***** Material provided *****
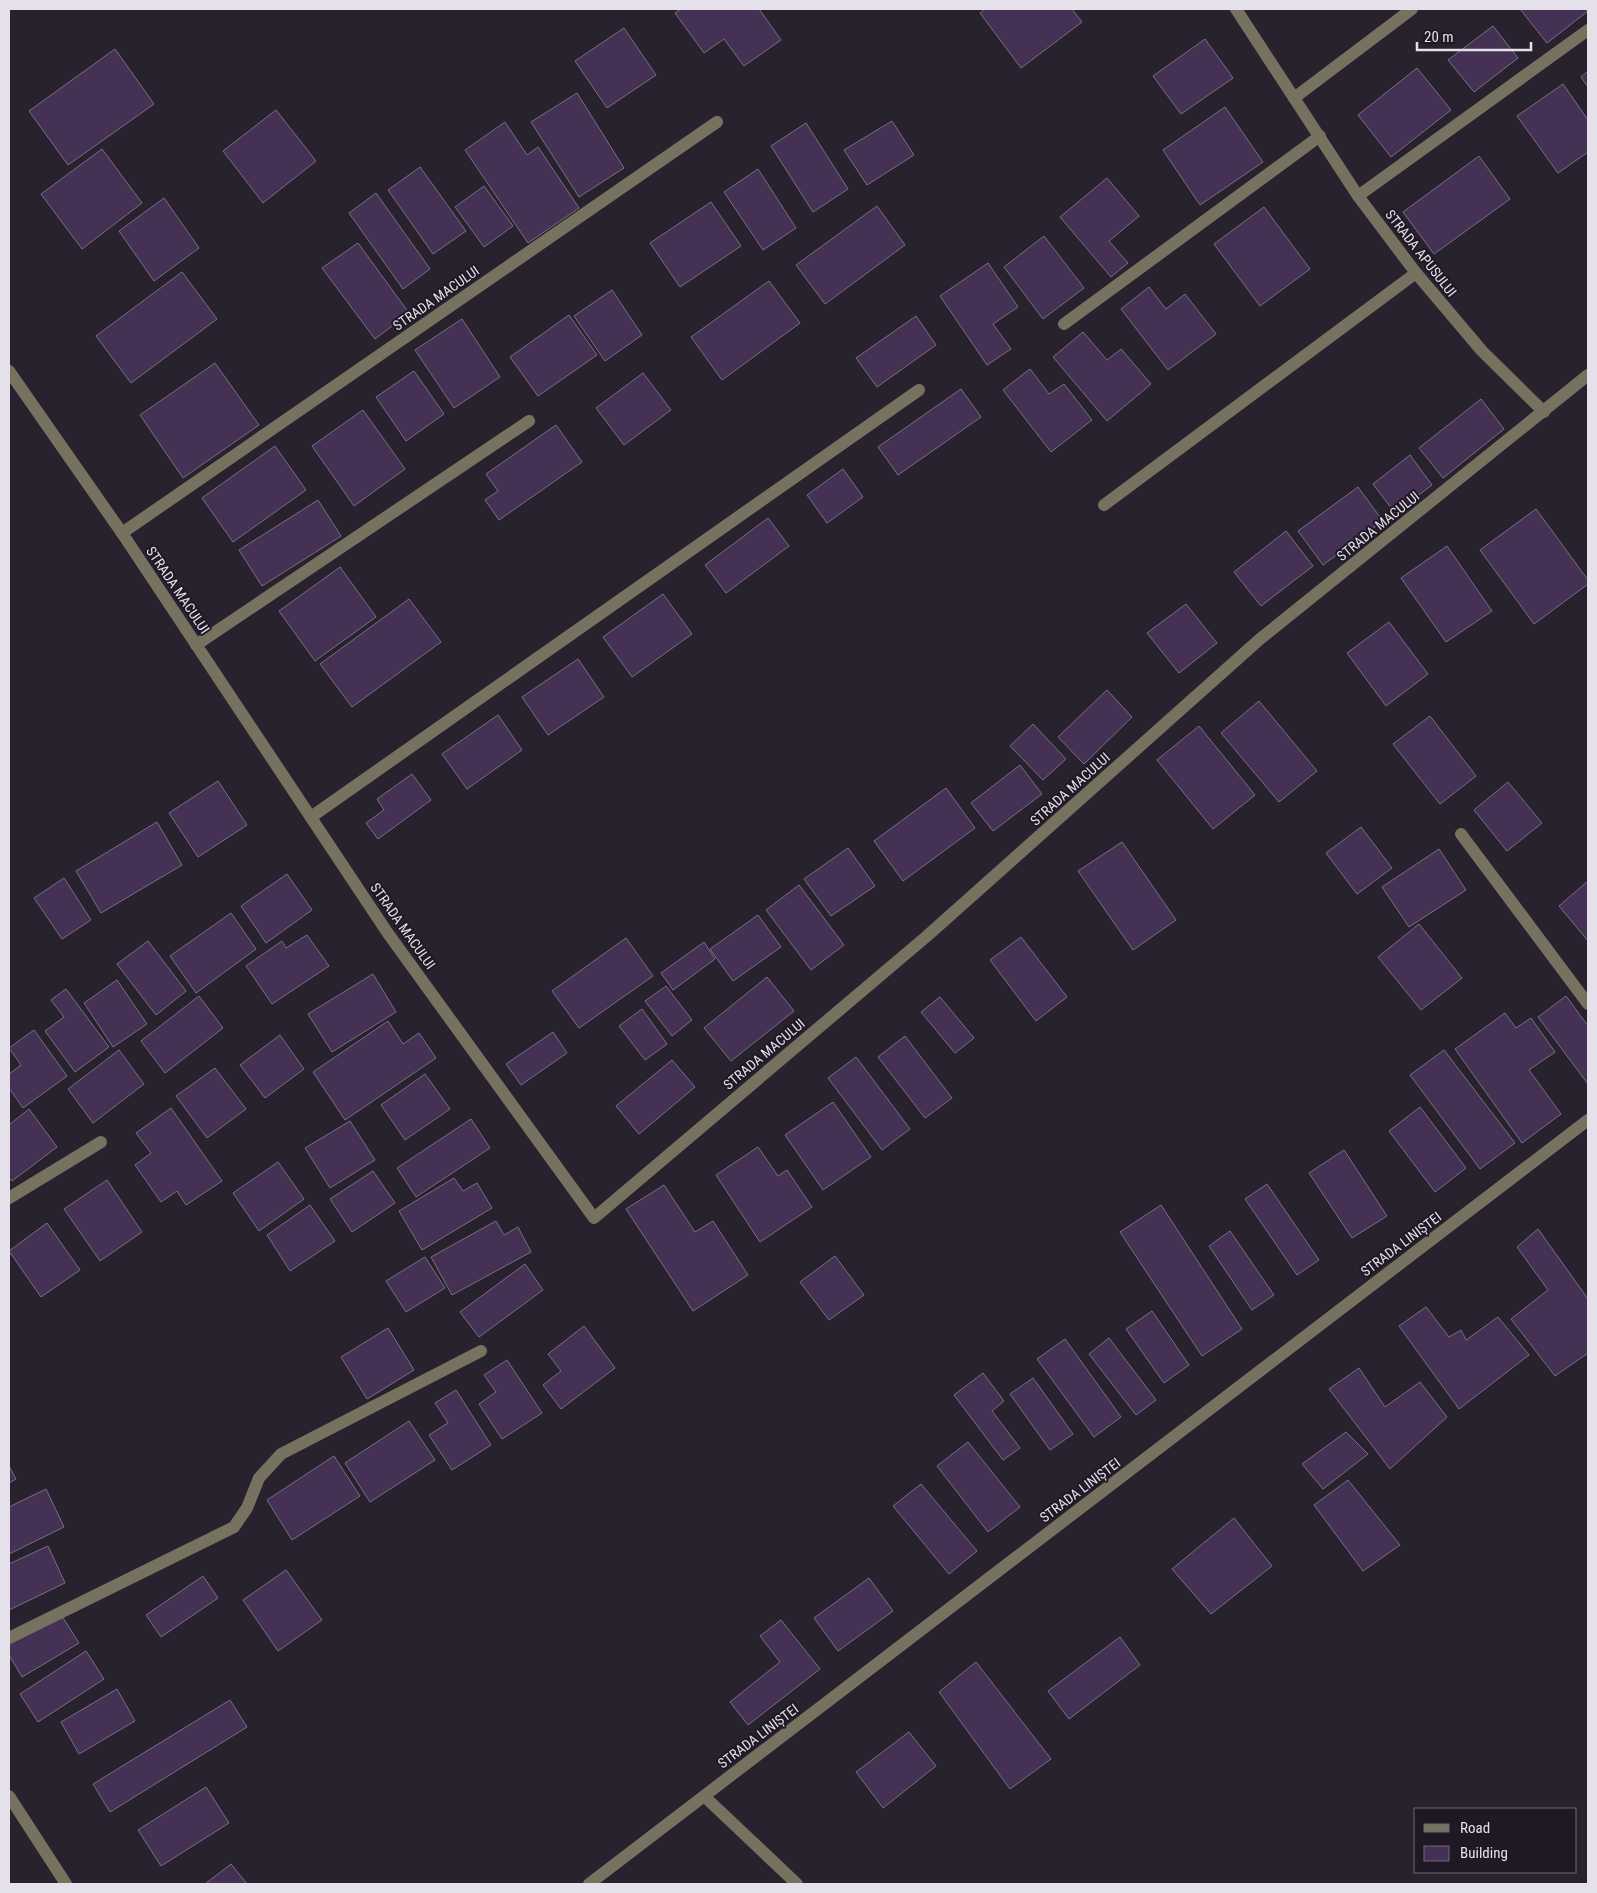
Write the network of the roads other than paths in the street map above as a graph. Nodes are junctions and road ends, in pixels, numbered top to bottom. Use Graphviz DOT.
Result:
graph roads {
  1 [pos="1236,9"];
  2 [pos="1412,9"];
  3 [pos="1588,30"];
  4 [pos="1294,98"];
  5 [pos="717,122"];
  6 [pos="1320,136"];
  7 [pos="1358,196"];
  8 [pos="1416,272"];
  9 [pos="1064,324"];
  10 [pos="9,370"];
  11 [pos="1588,375"];
  12 [pos="919,390"];
  13 [pos="1544,412"];
  14 [pos="529,421"];
  15 [pos="1104,505"];
  16 [pos="122,533"];
  17 [pos="196,645"];
  18 [pos="311,817"];
  19 [pos="1461,834"];
  20 [pos="1588,1004"];
  21 [pos="1588,1120"];
  22 [pos="101,1142"];
  23 [pos="9,1198"];
  24 [pos="481,1351"];
  25 [pos="9,1638"];
  26 [pos="9,1796"];
  27 [pos="704,1796"];
  28 [pos="66,1884"];
  29 [pos="589,1884"];
  30 [pos="797,1884"];
  1 -- 4 [label="street, STRADA APUSULUI"];
  2 -- 4 [label="street"];
  3 -- 7 [label="street"];
  4 -- 6 [label="street, STRADA APUSULUI"];
  5 -- 16 [label="street, STRADA MACULUI"];
  6 -- 7 [label="street, STRADA APUSULUI"];
  6 -- 9 [label="street"];
  7 -- 8 [label="street, STRADA APUSULUI"];
  8 -- 13 [label="street, STRADA APUSULUI"];
  8 -- 15 [label="street"];
  10 -- 16 [label="street, STRADA MACULUI"];
  11 -- 13 [label="street, STRADA MACULUI"];
  12 -- 18 [label="street"];
  13 -- 18 [label="street, STRADA MACULUI"];
  14 -- 17 [label="street"];
  16 -- 17 [label="street, STRADA MACULUI"];
  17 -- 18 [label="street, STRADA MACULUI"];
  19 -- 20 [label="street"];
  21 -- 27 [label="street, STRADA LINIȘTEI"];
  22 -- 23 [label="street"];
  24 -- 25 [label="street"];
  26 -- 28 [label="street"];
  27 -- 29 [label="street, STRADA LINIȘTEI"];
  27 -- 30 [label="street"];
}
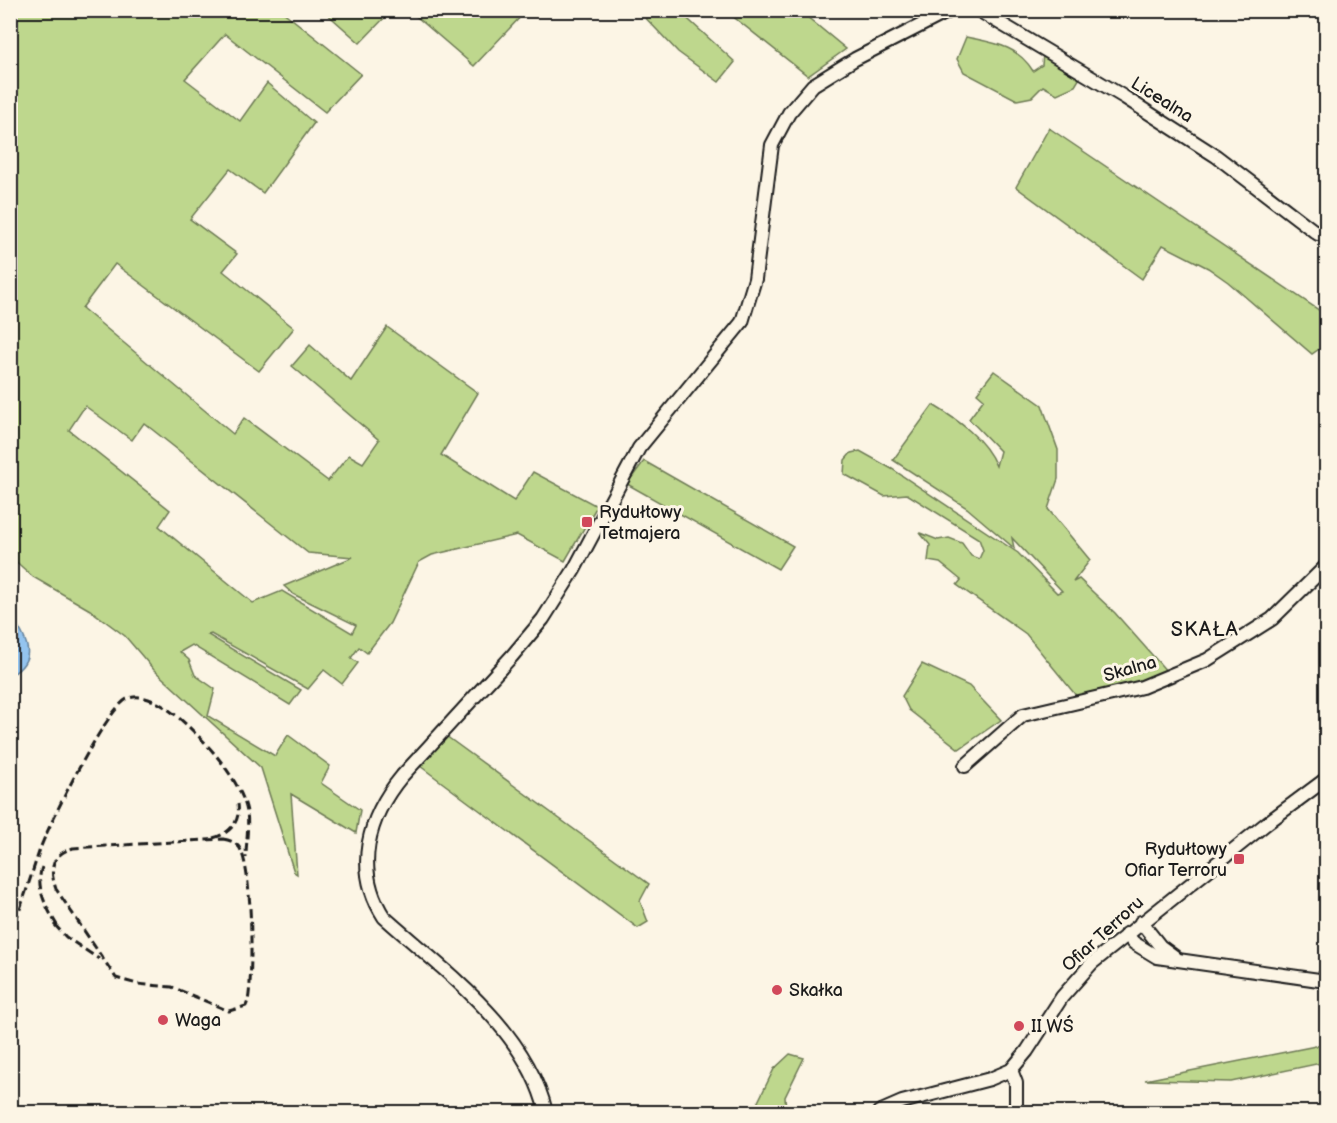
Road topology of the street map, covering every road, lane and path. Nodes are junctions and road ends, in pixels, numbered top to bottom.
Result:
1 (951, 10) edge
2 (978, 10) edge
3 (1318, 234) dead end
4 (1326, 566) edge
5 (965, 766) dead end
6 (1326, 779) edge
7 (1141, 922) junction
8 (1126, 934) junction
9 (1182, 960) junction
10 (1326, 981) edge
11 (1011, 1070) junction
12 (546, 1113) edge
13 (879, 1113) edge
14 (1016, 1113) edge

1 - 12 street
2 - 3 street, Licealna
4 - 5 street, Skalna
6 - 7 street, Ofiar Terroru
7 - 8 street, Ofiar Terroru
7 - 9 street
8 - 9 street
8 - 11 street, Ofiar Terroru
9 - 10 street
11 - 13 street
11 - 14 street

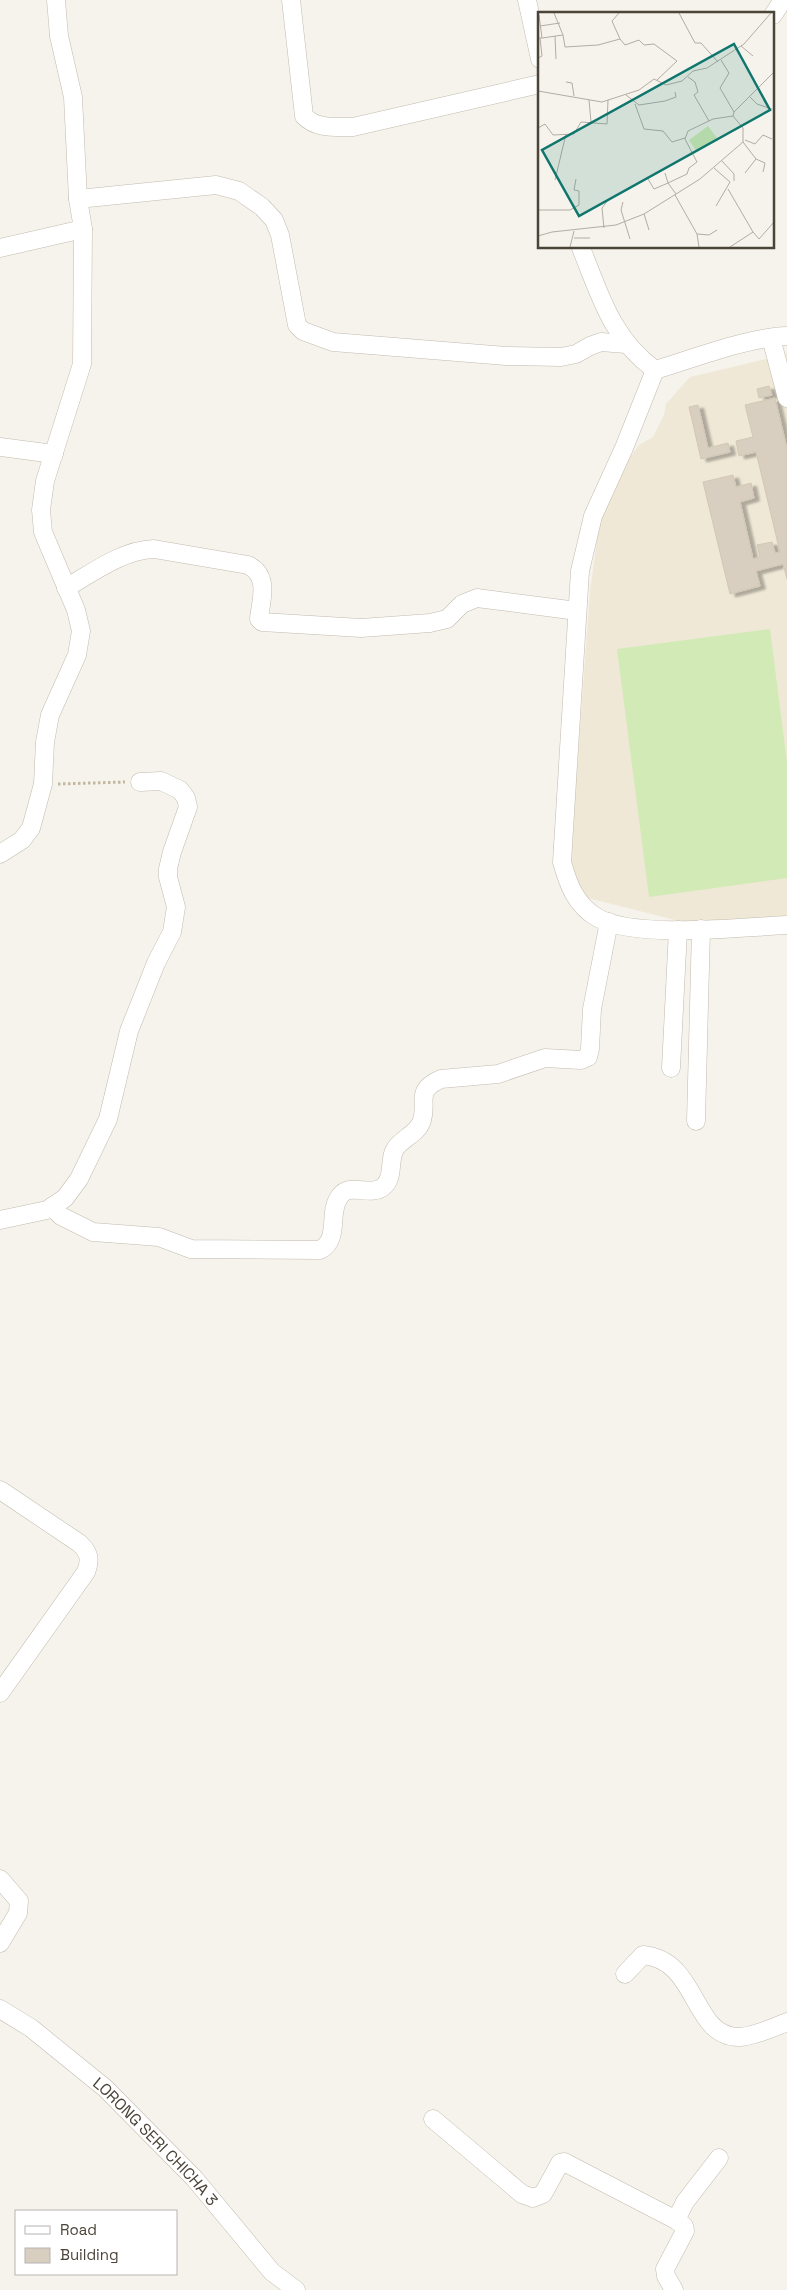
*****
Go through the material and copy each line that contains "MACULUI".

Task response:
  5 -- 16 [label="street, STRADA MACULUI"];
  10 -- 16 [label="street, STRADA MACULUI"];
  11 -- 13 [label="street, STRADA MACULUI"];
  13 -- 18 [label="street, STRADA MACULUI"];
  16 -- 17 [label="street, STRADA MACULUI"];
  17 -- 18 [label="street, STRADA MACULUI"];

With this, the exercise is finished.